Last Saturday, the Grundy Art Gallery in Blackpool, Lancashire (United Kingdom) launched a new exhibit, “Doug Fishbone and Friends Adventureland Golf”, featuring 9 holes of miniature golf designed by some of the UK’s greatest artists. The event runs through October 6 – if I understand the way those crazy Brits list their date numbers – and it’s open for the public to stop in and play a round. (In fact, any of you motherland With Leatherians stop in and get pictures, you’ll will get a free shirt.)
But that’s only if you get pictures with the above hole, designed to look like – can you guess? Anyone? That’s right, it’s Adolph Hitler, who is famous for leading Nazi Germany and stapling his testicles to patio furniture. Before you get all offended, though, know that there’s a very good reason behind this artistic choice.
Jake and Dinos Chapman, and Doug Fishbone have created replicas of two dictators for the course. The Chapman’s saluting Adolf Hitler places the powerful image of the Nazi regime within the context of holiday fun and in doing so makes reference to the British wartime spirit of making humour at the fuehrer’s expense. Doug Fishbone has recreated the toppling of the massive Saddam Hussein statue in Firdos Square, Baghdad, in 2003, an image that came to define the Iraqi war.

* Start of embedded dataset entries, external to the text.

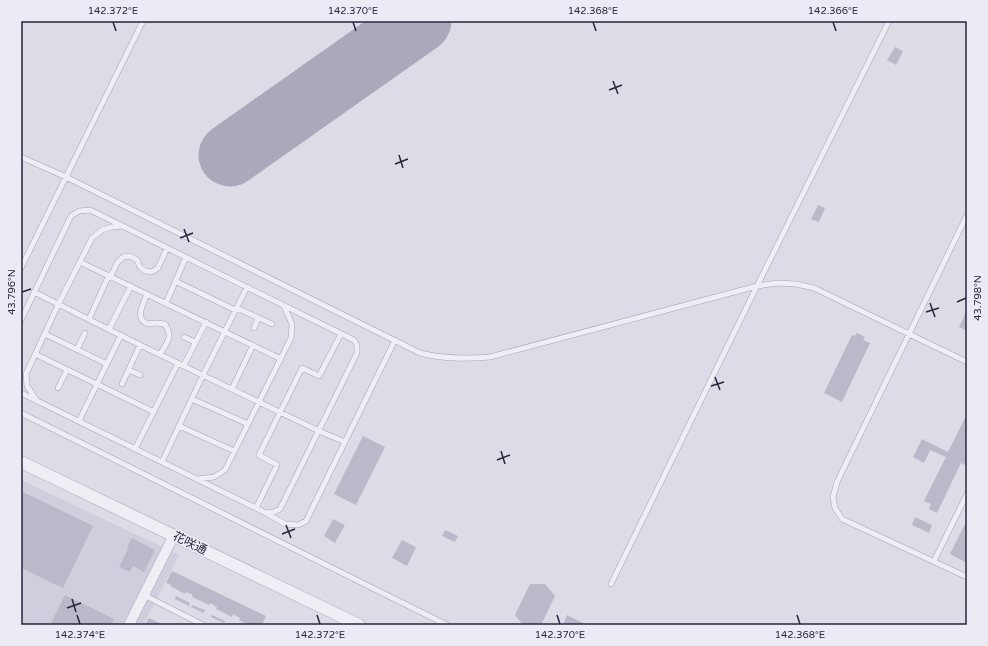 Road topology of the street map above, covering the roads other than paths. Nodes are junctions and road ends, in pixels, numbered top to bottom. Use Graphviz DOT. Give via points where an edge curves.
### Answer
graph roads {
  1 [pos="143,21"];
  2 [pos="888,21"];
  3 [pos="21,157"];
  4 [pos="66,177"];
  5 [pos="967,215"];
  6 [pos="123,226"];
  7 [pos="167,248"];
  8 [pos="186,257"];
  9 [pos="80,262"];
  10 [pos="21,268"];
  11 [pos="110,276"];
  12 [pos="175,281"];
  13 [pos="131,286"];
  14 [pos="757,286"];
  15 [pos="247,287"];
  16 [pos="34,292"];
  17 [pos="147,294"];
  18 [pos="166,303"];
  19 [pos="114,304"];
  20 [pos="58,305"];
  21 [pos="284,306"];
  22 [pos="120,307"];
  23 [pos="236,309"];
  24 [pos="258,318"];
  25 [pos="89,319"];
  26 [pos="21,320"];
  27 [pos="206,322"];
  28 [pos="272,324"];
  29 [pos="254,328"];
  30 [pos="110,329"];
  31 [pos="225,331"];
  32 [pos="85,333"];
  33 [pos="45,334"];
  34 [pos="342,334"];
  35 [pos="909,334"];
  36 [pos="121,335"];
  37 [pos="184,337"];
  38 [pos="395,340"];
  39 [pos="195,342"];
  40 [pos="140,345"];
  41 [pos="253,345"];
  42 [pos="77,349"];
  43 [pos="35,354"];
  44 [pos="160,354"];
  45 [pos="281,358"];
  46 [pos="967,362"];
  47 [pos="107,364"];
  48 [pos="181,364"];
  49 [pos="67,370"];
  50 [pos="129,370"];
  51 [pos="140,375"];
  52 [pos="204,375"];
  53 [pos="97,384"];
  54 [pos="122,384"];
  55 [pos="58,388"];
  56 [pos="232,388"];
  57 [pos="21,393"];
  58 [pos="192,399"];
  59 [pos="37,401"];
  60 [pos="259,402"];
  61 [pos="154,412"];
  62 [pos="280,412"];
  63 [pos="21,413"];
  64 [pos="79,421"];
  65 [pos="248,424"];
  66 [pos="179,426"];
  67 [pos="319,431"];
  68 [pos="345,442"];
  69 [pos="135,449"];
  70 [pos="234,451"];
  71 [pos="21,462"];
  72 [pos="162,462"];
  73 [pos="197,480"];
  74 [pos="967,494"];
  75 [pos="256,508"];
  76 [pos="266,513"];
  77 [pos="174,535"];
  78 [pos="934,561"];
  79 [pos="967,577"];
  80 [pos="611,584"];
  81 [pos="144,595"];
  82 [pos="129,625"];
  83 [pos="203,625"];
  84 [pos="359,625"];
  85 [pos="447,625"];
  1 -- 4 [label="lane"];
  2 -- 14 [label="lane"];
  3 -- 4 [label="lane"];
  4 -- 10 [label="lane"];
  4 -- 38 [label="lane"];
  5 -- 35 [label="lane"];
  6 -- 7 [label="lane"];
  6 -- 9 [label="lane" via="102,230 92,238"];
  6 -- 16 [label="lane" via="90,210 79,211 71,216"];
  7 -- 8 [label="lane"];
  7 -- 11 [label="lane" via="158,268 152,272 145,271 130,256 123,257"];
  8 -- 12 [label="lane"];
  8 -- 15 [label="lane"];
  9 -- 11 [label="lane"];
  9 -- 20 [label="lane"];
  11 -- 13 [label="lane"];
  11 -- 25 [label="lane"];
  12 -- 18 [label="lane"];
  12 -- 23 [label="lane"];
  13 -- 17 [label="lane"];
  13 -- 22 [label="lane"];
  14 -- 35 [label="lane" via="777,283 814,288"];
  14 -- 38 [label="lane" via="490,357 434,357"];
  14 -- 80 [label="lane"];
  15 -- 21 [label="lane"];
  15 -- 23 [label="lane"];
  16 -- 20 [label="lane"];
  16 -- 26 [label="lane"];
  17 -- 18 [label="lane"];
  17 -- 44 [label="lane" via="140,310 140,317 149,324 165,324 169,332 169,340"];
  18 -- 27 [label="lane"];
  19 -- 22 [label="lane"];
  20 -- 25 [label="lane"];
  20 -- 33 [label="lane"];
  21 -- 34 [label="lane"];
  21 -- 45 [label="lane" via="292,324 292,331"];
  22 -- 30 [label="lane"];
  23 -- 24 [label="lane"];
  23 -- 31 [label="lane"];
  24 -- 28 [label="lane"];
  24 -- 29 [label="lane"];
  25 -- 30 [label="lane"];
  27 -- 31 [label="lane"];
  27 -- 39 [label="lane"];
  30 -- 36 [label="lane"];
  31 -- 41 [label="lane"];
  31 -- 52 [label="lane"];
  32 -- 42 [label="lane"];
  33 -- 42 [label="lane"];
  33 -- 43 [label="lane"];
  34 -- 62 [label="lane" via="319,376 302,368"];
  34 -- 67 [label="lane" via="354,340 357,353"];
  35 -- 46 [label="lane"];
  35 -- 78 [label="lane" via="837,482 835,508 842,519"];
  36 -- 40 [label="lane"];
  36 -- 47 [label="lane"];
  37 -- 39 [label="lane"];
  38 -- 68 [label="lane"];
  39 -- 48 [label="lane"];
  40 -- 44 [label="lane"];
  40 -- 50 [label="lane"];
  41 -- 45 [label="lane"];
  41 -- 56 [label="lane"];
  42 -- 47 [label="lane"];
  43 -- 49 [label="lane"];
  43 -- 59 [label="lane" via="26,374 27,386"];
  44 -- 48 [label="lane"];
  45 -- 60 [label="lane"];
  47 -- 53 [label="lane"];
  48 -- 52 [label="lane"];
  48 -- 61 [label="lane"];
  49 -- 53 [label="lane"];
  49 -- 55 [label="lane"];
  50 -- 51 [label="lane"];
  50 -- 54 [label="lane"];
  52 -- 56 [label="lane"];
  52 -- 58 [label="lane"];
  53 -- 61 [label="lane"];
  53 -- 64 [label="lane"];
  56 -- 60 [label="lane"];
  57 -- 59 [label="lane"];
  58 -- 65 [label="lane"];
  58 -- 66 [label="lane"];
  59 -- 64 [label="lane"];
  60 -- 62 [label="lane"];
  60 -- 65 [label="lane"];
  61 -- 69 [label="lane"];
  62 -- 67 [label="lane"];
  62 -- 75 [label="lane" via="259,455 277,465"];
  63 -- 85 [label="lane"];
  64 -- 69 [label="lane"];
  65 -- 70 [label="lane"];
  66 -- 70 [label="lane"];
  66 -- 72 [label="lane"];
  67 -- 68 [label="lane"];
  67 -- 76 [label="lane" via="280,509"];
  68 -- 76 [label="lane" via="306,521 298,525 285,524"];
  69 -- 72 [label="lane"];
  70 -- 73 [label="lane" via="225,470"];
  71 -- 77 [label="street, 花咲通"];
  72 -- 73 [label="lane"];
  73 -- 75 [label="lane"];
  74 -- 78 [label="lane"];
  75 -- 76 [label="lane"];
  77 -- 81 [label="street"];
  77 -- 84 [label="street, 花咲通"];
  78 -- 79 [label="lane"];
  81 -- 82 [label="street"];
  81 -- 83 [label="lane"];
} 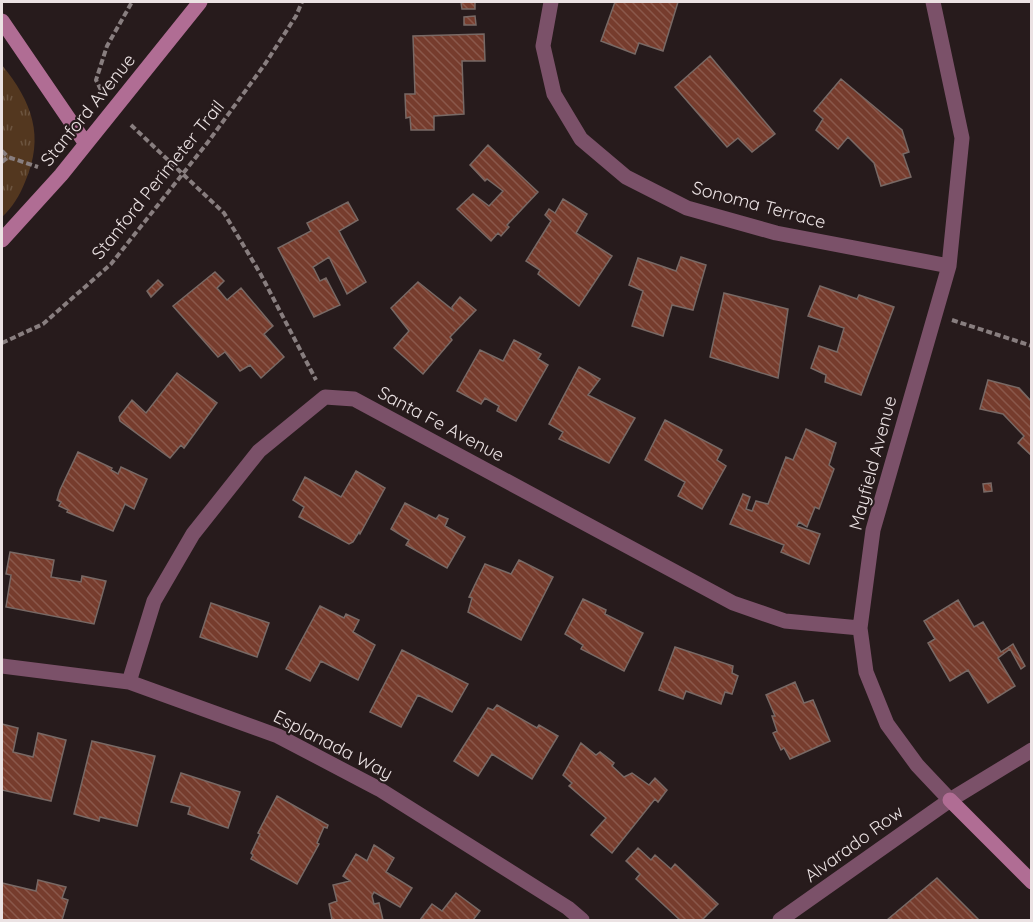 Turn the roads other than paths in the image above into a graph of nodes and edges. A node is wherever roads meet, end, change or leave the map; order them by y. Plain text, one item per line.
1 (200, 2) edge
2 (551, 2) edge
3 (933, 2) edge
4 (2, 21) edge
5 (86, 144) junction
6 (2, 240) edge
7 (949, 266) junction
8 (860, 628) junction
9 (2, 666) edge
10 (129, 682) junction
11 (1032, 750) edge
12 (950, 800) junction
13 (1032, 882) edge
14 (582, 921) edge
15 (780, 921) edge

1 - 5 street, Stanford Avenue
2 - 7 street, Sonoma Terrace
3 - 7 street, Mayfield Avenue
4 - 5 street
5 - 6 street, Stanford Avenue
7 - 8 street, Mayfield Avenue
8 - 10 street, Santa Fe Avenue
8 - 12 street, Mayfield Avenue
9 - 10 street, Esplanada Way
10 - 14 street, Esplanada Way
11 - 12 street, Alvarado Row
12 - 13 street, Mayfield Avenue
12 - 15 street, Alvarado Row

Nothing says picking on historical villains like making them obstacles in miniature golf. According to the Blackpool Gazette – with the best headline possible – if you get a hole-in-one on Hitler, he raises his arm. If you ace the Saddam Hussein hole, his statue falls over. I think this could be my favorite miniature golf course of all-time. Sorry, Congo River. :(
Although, I would have liked to have seen a more elaborate Hitler hole with Benito Mussolini perhaps biting the Führer’s genitalia. I heard that actually happened and it resulted in Hitler being impotent. Seriously, I learned that in elementary school, when education used to mean something in this country.